Task goal >> Which lines run from the one containing "I need the junctions" through the end of the material? Transcribe them word for word, and only them.

BEGIN Data for processing

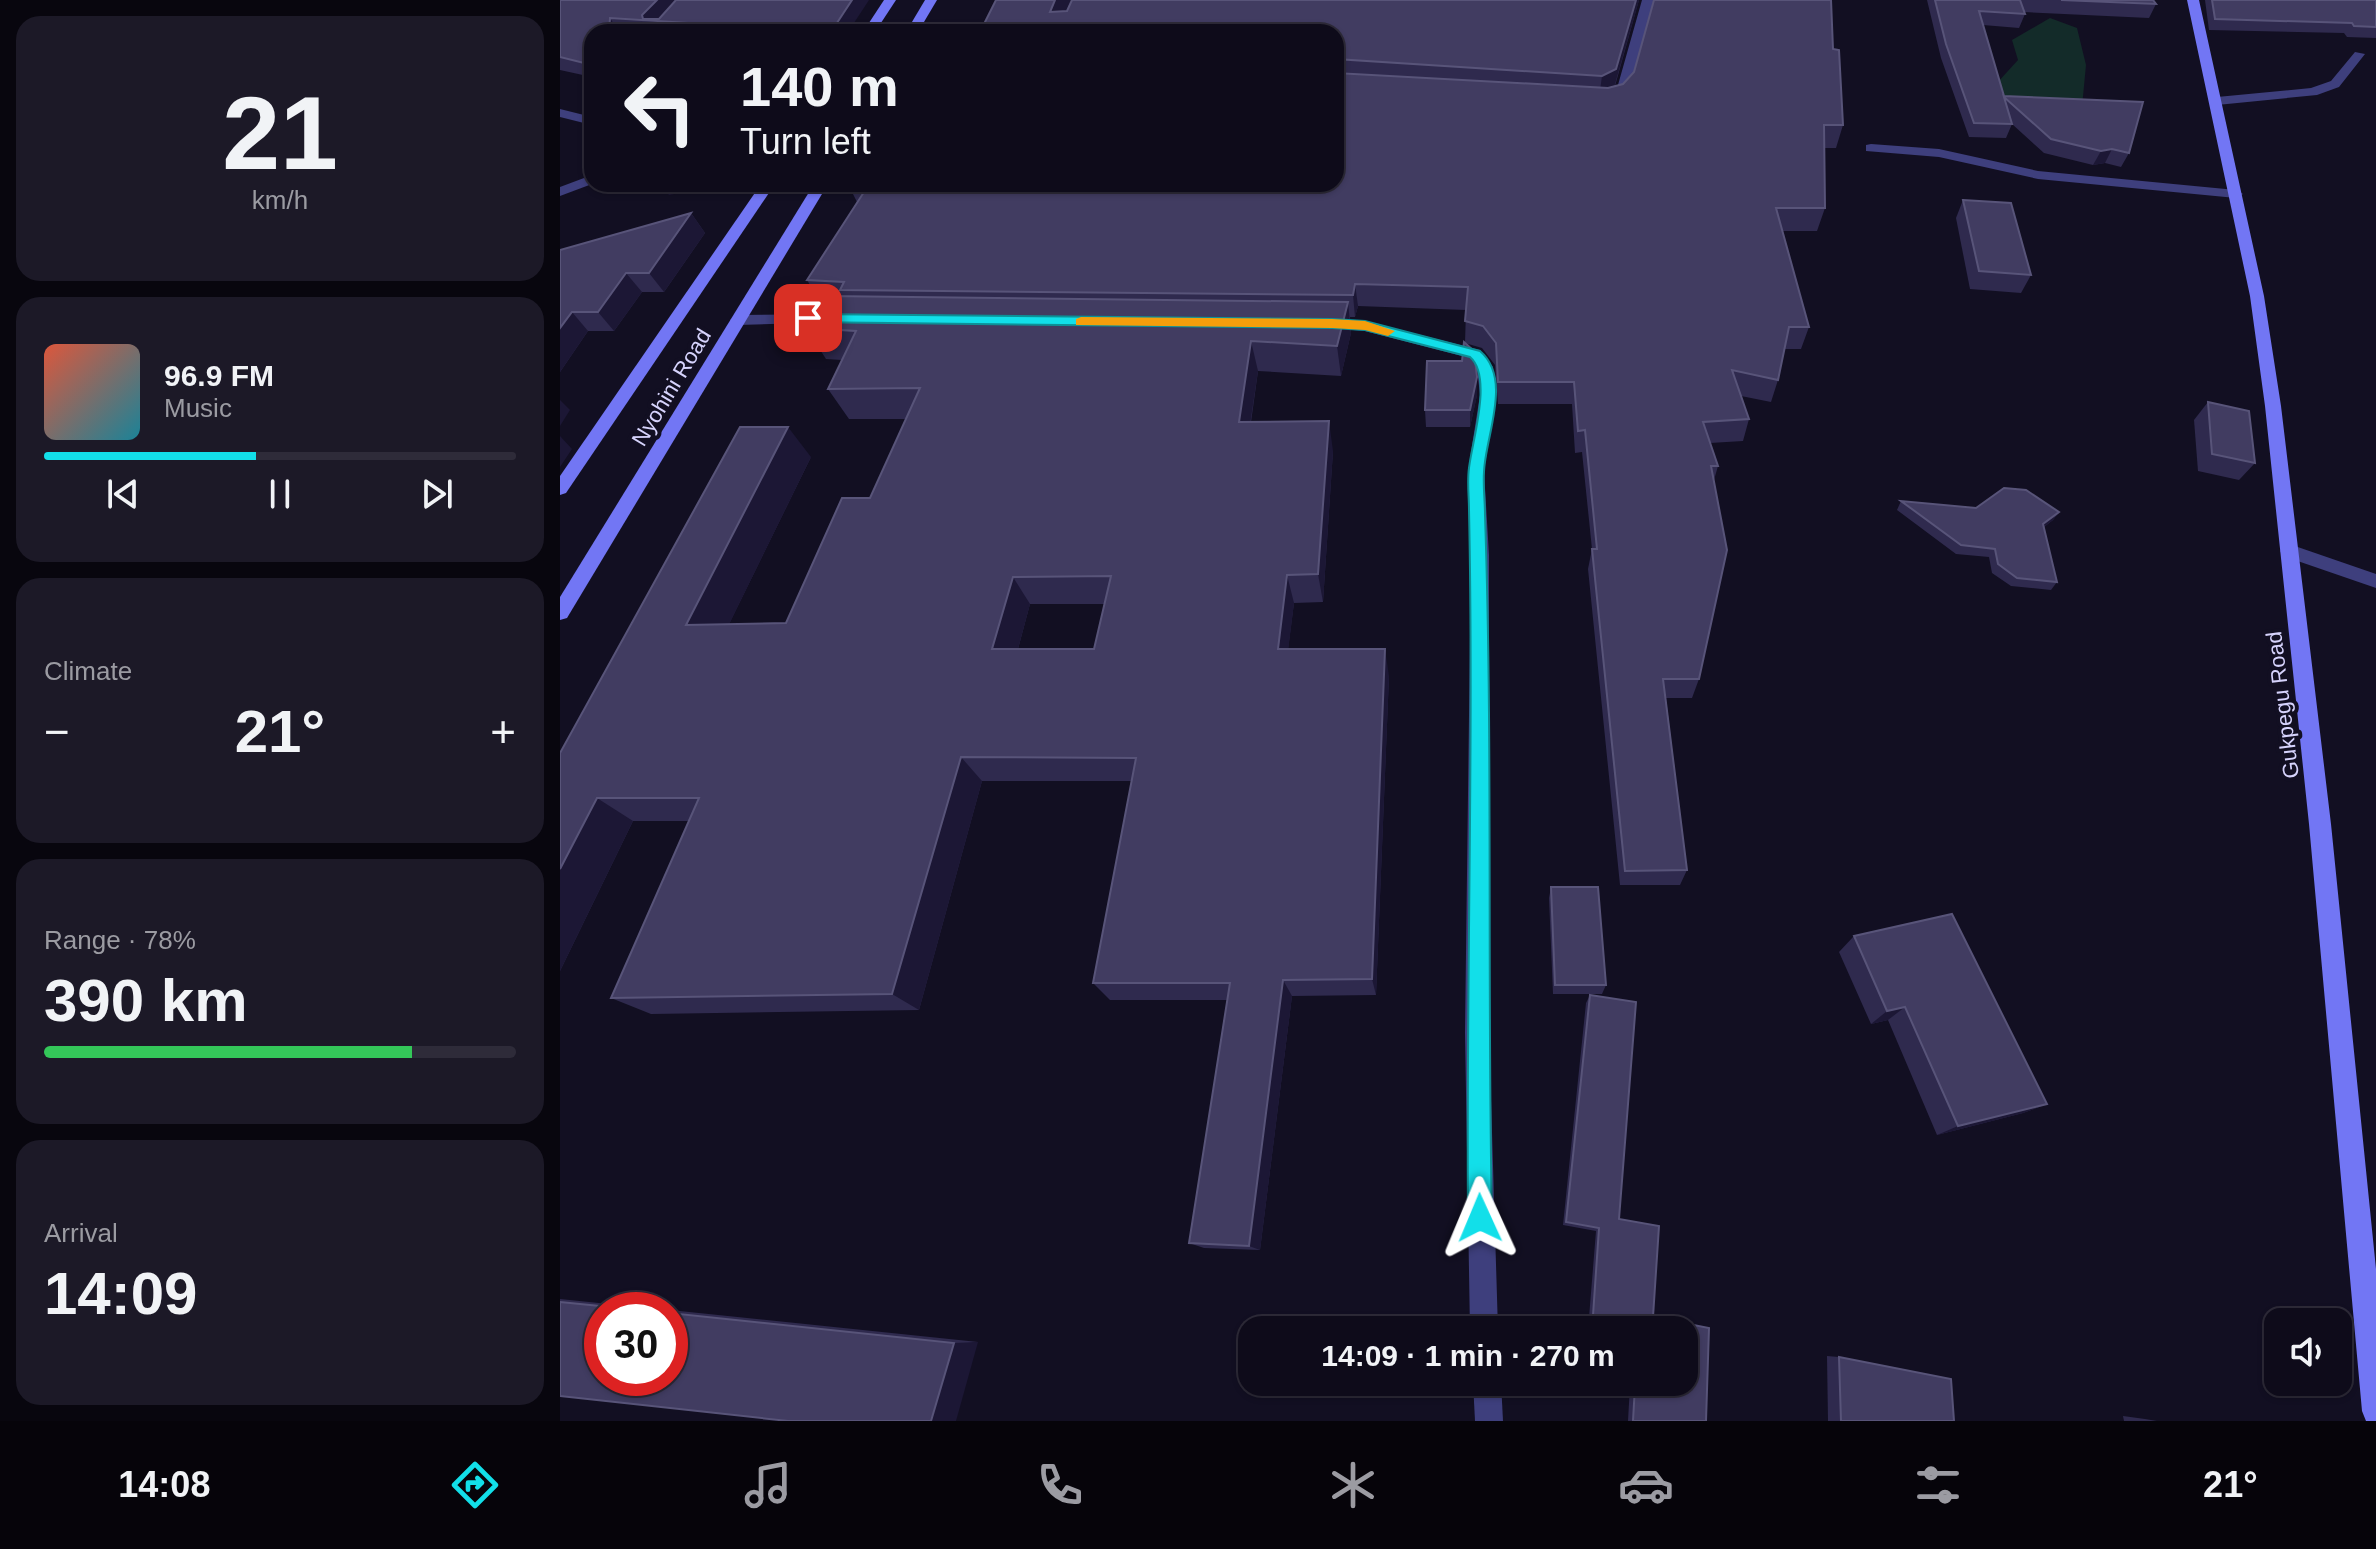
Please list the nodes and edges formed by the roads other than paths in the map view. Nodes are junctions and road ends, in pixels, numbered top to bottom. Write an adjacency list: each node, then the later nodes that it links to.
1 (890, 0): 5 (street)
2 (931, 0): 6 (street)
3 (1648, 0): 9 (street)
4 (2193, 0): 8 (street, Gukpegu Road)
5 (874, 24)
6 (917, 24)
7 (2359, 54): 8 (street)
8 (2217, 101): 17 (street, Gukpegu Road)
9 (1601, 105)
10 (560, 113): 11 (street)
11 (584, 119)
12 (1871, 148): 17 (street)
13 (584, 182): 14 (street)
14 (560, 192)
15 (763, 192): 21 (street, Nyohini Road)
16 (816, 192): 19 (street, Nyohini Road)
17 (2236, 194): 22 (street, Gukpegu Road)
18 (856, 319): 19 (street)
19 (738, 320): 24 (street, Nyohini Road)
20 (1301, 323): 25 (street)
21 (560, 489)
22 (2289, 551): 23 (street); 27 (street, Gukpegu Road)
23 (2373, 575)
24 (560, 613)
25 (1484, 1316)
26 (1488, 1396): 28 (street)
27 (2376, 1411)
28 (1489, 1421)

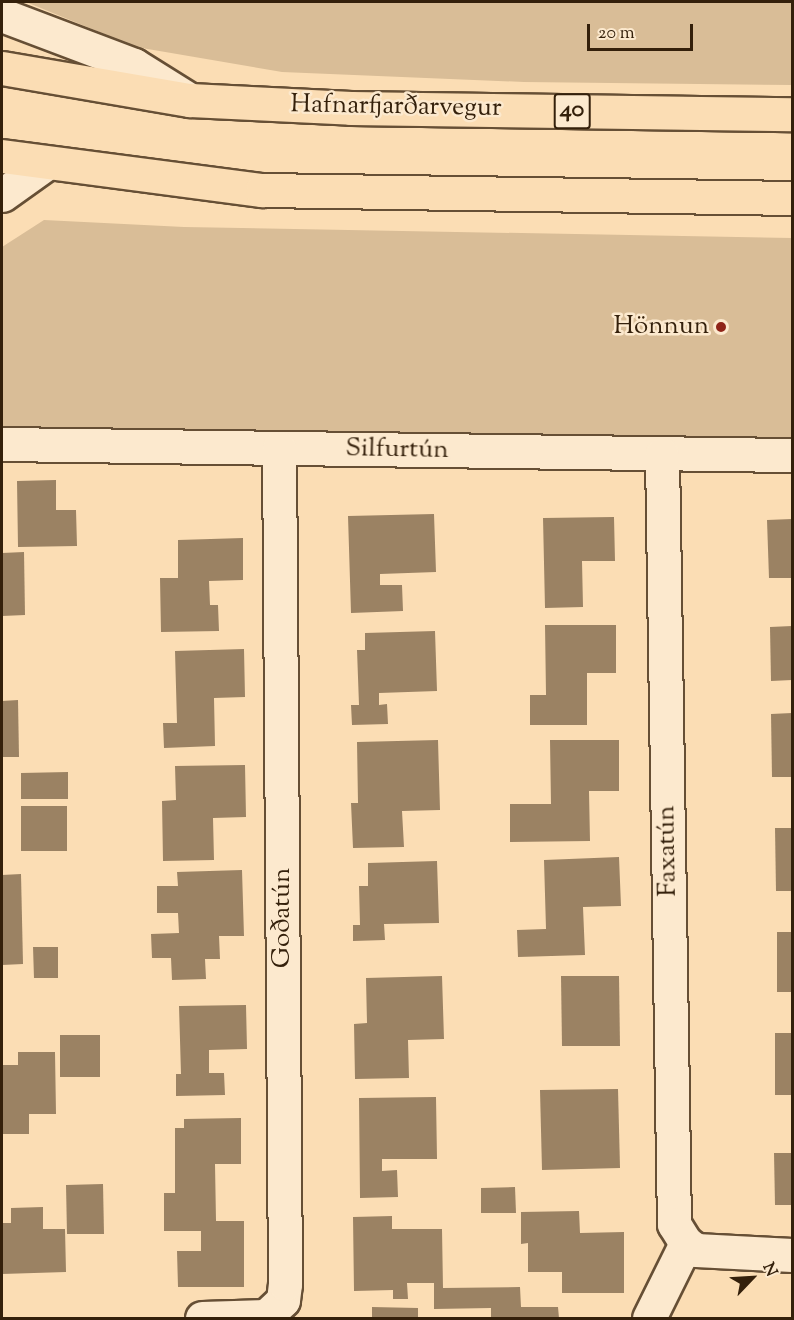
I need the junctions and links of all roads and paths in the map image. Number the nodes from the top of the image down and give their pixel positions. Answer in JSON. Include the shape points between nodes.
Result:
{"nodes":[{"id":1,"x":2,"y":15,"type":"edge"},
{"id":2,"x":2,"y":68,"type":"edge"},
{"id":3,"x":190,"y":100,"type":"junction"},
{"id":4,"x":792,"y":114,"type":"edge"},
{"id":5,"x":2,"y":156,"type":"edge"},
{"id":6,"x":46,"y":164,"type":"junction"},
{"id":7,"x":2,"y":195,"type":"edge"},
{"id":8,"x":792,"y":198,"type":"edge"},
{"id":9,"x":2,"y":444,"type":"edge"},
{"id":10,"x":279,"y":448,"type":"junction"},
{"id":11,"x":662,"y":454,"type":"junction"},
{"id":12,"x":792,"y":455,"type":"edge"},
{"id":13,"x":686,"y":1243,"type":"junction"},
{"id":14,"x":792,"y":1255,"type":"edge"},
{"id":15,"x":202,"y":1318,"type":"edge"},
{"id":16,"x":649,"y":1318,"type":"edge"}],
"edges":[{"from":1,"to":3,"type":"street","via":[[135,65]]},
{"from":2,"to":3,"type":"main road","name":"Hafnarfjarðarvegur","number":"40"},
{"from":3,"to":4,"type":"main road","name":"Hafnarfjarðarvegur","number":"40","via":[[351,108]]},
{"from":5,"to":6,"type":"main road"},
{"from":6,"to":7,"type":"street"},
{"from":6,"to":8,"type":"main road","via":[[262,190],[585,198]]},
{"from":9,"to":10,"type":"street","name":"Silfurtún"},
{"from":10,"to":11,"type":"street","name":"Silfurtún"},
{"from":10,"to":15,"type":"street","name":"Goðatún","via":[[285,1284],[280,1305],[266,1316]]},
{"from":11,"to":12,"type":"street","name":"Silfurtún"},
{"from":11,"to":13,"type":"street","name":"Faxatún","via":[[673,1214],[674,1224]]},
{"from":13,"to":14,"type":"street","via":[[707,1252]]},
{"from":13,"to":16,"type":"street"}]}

END Data for processing

Answer section >>
I need the junctions and links of all roads and paths in the map image. Number the nodes from the top of the image down and give their pixel positions. Answer in JSON. Include the shape points between nodes.
Result:
{"nodes":[{"id":1,"x":2,"y":15,"type":"edge"},
{"id":2,"x":2,"y":68,"type":"edge"},
{"id":3,"x":190,"y":100,"type":"junction"},
{"id":4,"x":792,"y":114,"type":"edge"},
{"id":5,"x":2,"y":156,"type":"edge"},
{"id":6,"x":46,"y":164,"type":"junction"},
{"id":7,"x":2,"y":195,"type":"edge"},
{"id":8,"x":792,"y":198,"type":"edge"},
{"id":9,"x":2,"y":444,"type":"edge"},
{"id":10,"x":279,"y":448,"type":"junction"},
{"id":11,"x":662,"y":454,"type":"junction"},
{"id":12,"x":792,"y":455,"type":"edge"},
{"id":13,"x":686,"y":1243,"type":"junction"},
{"id":14,"x":792,"y":1255,"type":"edge"},
{"id":15,"x":202,"y":1318,"type":"edge"},
{"id":16,"x":649,"y":1318,"type":"edge"}],
"edges":[{"from":1,"to":3,"type":"street","via":[[135,65]]},
{"from":2,"to":3,"type":"main road","name":"Hafnarfjarðarvegur","number":"40"},
{"from":3,"to":4,"type":"main road","name":"Hafnarfjarðarvegur","number":"40","via":[[351,108]]},
{"from":5,"to":6,"type":"main road"},
{"from":6,"to":7,"type":"street"},
{"from":6,"to":8,"type":"main road","via":[[262,190],[585,198]]},
{"from":9,"to":10,"type":"street","name":"Silfurtún"},
{"from":10,"to":11,"type":"street","name":"Silfurtún"},
{"from":10,"to":15,"type":"street","name":"Goðatún","via":[[285,1284],[280,1305],[266,1316]]},
{"from":11,"to":12,"type":"street","name":"Silfurtún"},
{"from":11,"to":13,"type":"street","name":"Faxatún","via":[[673,1214],[674,1224]]},
{"from":13,"to":14,"type":"street","via":[[707,1252]]},
{"from":13,"to":16,"type":"street"}]}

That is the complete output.